--- MATERIAL FOR THE TASK ---

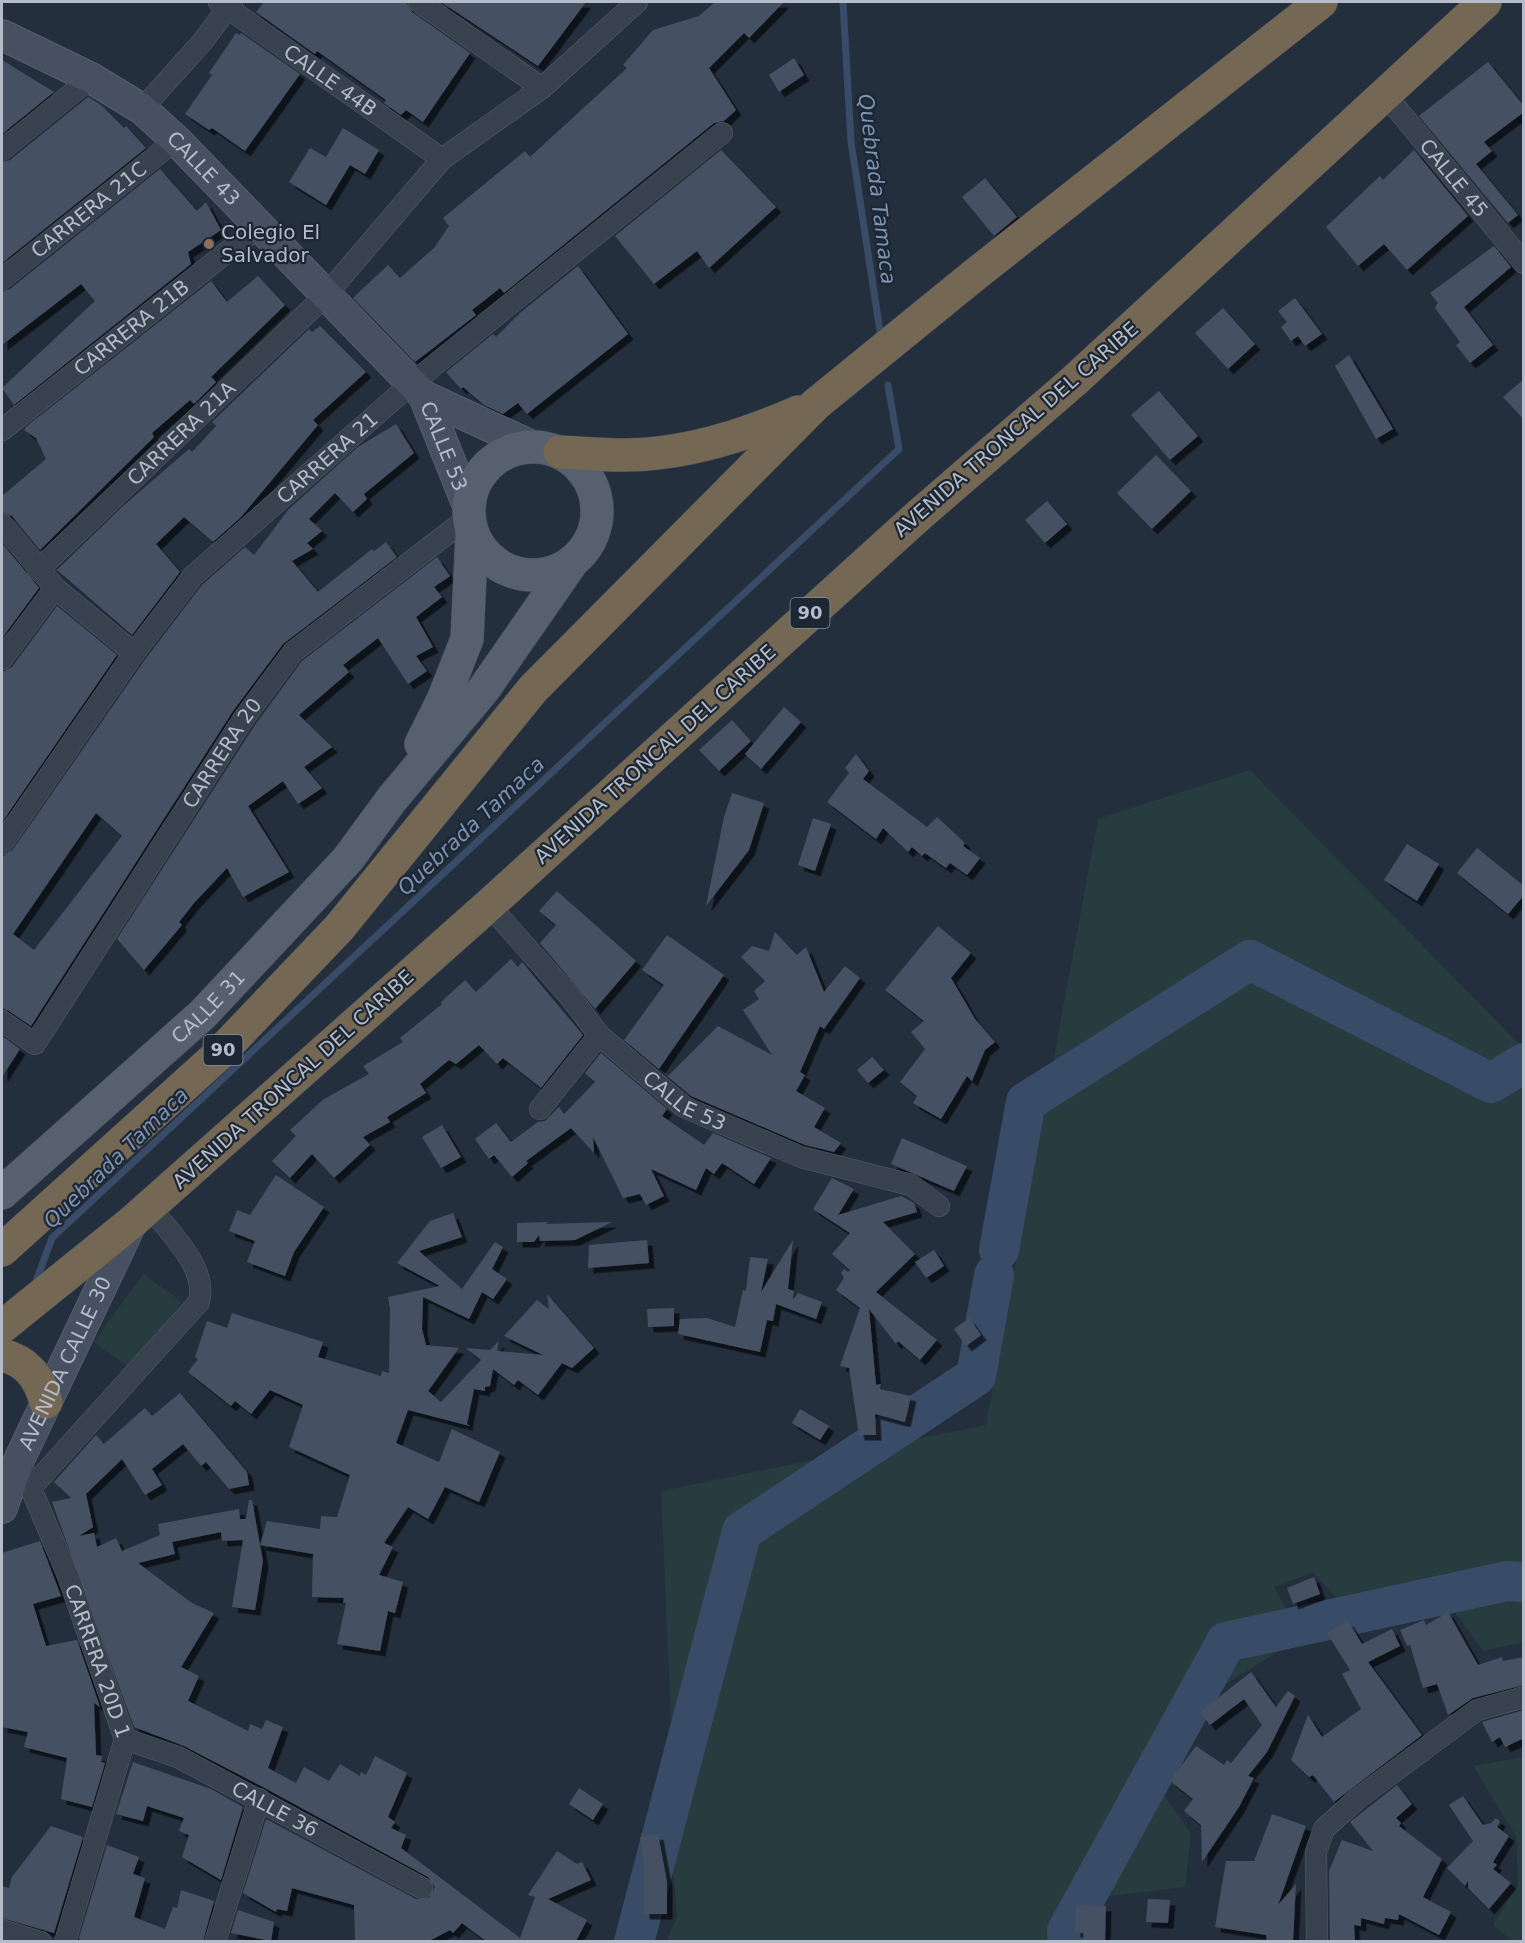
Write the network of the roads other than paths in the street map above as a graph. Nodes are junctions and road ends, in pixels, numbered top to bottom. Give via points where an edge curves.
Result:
1 (420, 2) edge
2 (637, 2) edge
3 (1321, 2) edge
4 (1485, 2) edge
5 (226, 4) edge
6 (2, 35) edge
7 (91, 78) junction
8 (542, 88) junction
9 (1384, 93) junction
10 (142, 109) junction
11 (722, 134) dead end
12 (176, 140) junction
13 (2, 150) edge
14 (442, 159) junction
15 (260, 226) junction
16 (1524, 263) edge
17 (2, 279) edge
18 (325, 296) junction
19 (418, 390) junction
20 (816, 404) junction
21 (2, 430) edge
22 (546, 449) junction
23 (470, 519) junction
24 (2, 524) edge
25 (570, 564) junction
26 (38, 570) junction
27 (55, 588) junction
28 (134, 653) junction
29 (2, 659) edge
30 (392, 799) junction
31 (2, 844) edge
32 (489, 905) junction
33 (2, 1021) edge
34 (599, 1035) junction
35 (540, 1109) dead end
36 (2, 1193) edge
37 (939, 1206) dead end
38 (140, 1214) junction
39 (2, 1250) edge
40 (2, 1327) edge
41 (2, 1354) edge
42 (46, 1402) junction
43 (19, 1461) junction
44 (31, 1488) junction
45 (2, 1508) edge
46 (1524, 1697) edge
47 (125, 1738) junction
48 (260, 1799) junction
49 (422, 1888) dead end
50 (2, 1930) edge
51 (41, 1941) edge
52 (65, 1941) edge
53 (215, 1941) edge
54 (1317, 1941) edge

1 - 8 street
2 - 8 street, CARRERA 21A
3 - 20 highway, 90
4 - 9 highway, AVENIDA TRONCAL DEL CARIBE / 90
5 - 10 street via 203,41
5 - 14 street, CALLE 44B
6 - 7 street, CALLE 43
7 - 10 street, CALLE 43
7 - 13 street
8 - 14 street, CARRERA 21A
9 - 16 street, CALLE 45
9 - 32 highway, AVENIDA TRONCAL DEL CARIBE / 90 via 1074,381 918,516
10 - 12 street, CALLE 43
11 - 19 street, CARRERA 21
12 - 15 street, CALLE 43
12 - 17 street, CARRERA 21C
14 - 18 street, CARRERA 21A
15 - 18 street, CALLE 43
15 - 21 street, CARRERA 21B
18 - 19 street, CALLE 43
18 - 26 street, CARRERA 21A
19 - 22 street, CALLE 53
19 - 23 street, CALLE 53
19 - 28 street, CARRERA 21 via 193,576
20 - 22 highway via 756,431 692,448 626,455
20 - 39 highway, 90 via 532,689 339,928 234,1039
22 - 23 main road via 513,449 496,457 472,487
22 - 25 main road via 574,461 594,489 597,522 592,538
23 - 25 main road via 482,550 496,564 513,572 552,573
23 - 30 main road via 467,639 443,700
23 - 33 street, CARRERA 20 via 293,652 244,718 35,1044
24 - 26 street
25 - 30 main road via 484,689
26 - 27 street
27 - 28 street
27 - 29 street
28 - 31 street, CARRERA 21
30 - 36 main road, CALLE 31 via 348,859 204,1014
32 - 34 street, CALLE 53
32 - 38 highway, AVENIDA TRONCAL DEL CARIBE / 90
34 - 35 street
34 - 37 street, CALLE 53 via 684,1107 801,1156 911,1185
38 - 40 highway, AVENIDA TRONCAL DEL CARIBE / 90
38 - 41 highway
38 - 42 street, AVENIDA CALLE 30
38 - 44 street via 187,1254 200,1280 199,1302
41 - 42 highway via 26,1365 35,1375
42 - 43 street, AVENIDA CALLE 30
43 - 44 street, CARRERA 20D 1
43 - 45 street, AVENIDA CALLE 30
44 - 47 street, CARRERA 20D 1 via 68,1576
46 - 54 street via 1467,1716 1357,1799 1324,1829 1316,1852
47 - 48 street, CALLE 36 via 178,1757
47 - 52 street, CARRERA 20D 1
48 - 49 street, CALLE 36
48 - 53 street
50 - 51 street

---

* [WHAT THE TASK ASKS]: Look over the records above and filter for each line with the word "main".

* [ANSWER TO THIS TASK]:
22 - 23 main road via 513,449 496,457 472,487
22 - 25 main road via 574,461 594,489 597,522 592,538
23 - 25 main road via 482,550 496,564 513,572 552,573
23 - 30 main road via 467,639 443,700
25 - 30 main road via 484,689
30 - 36 main road, CALLE 31 via 348,859 204,1014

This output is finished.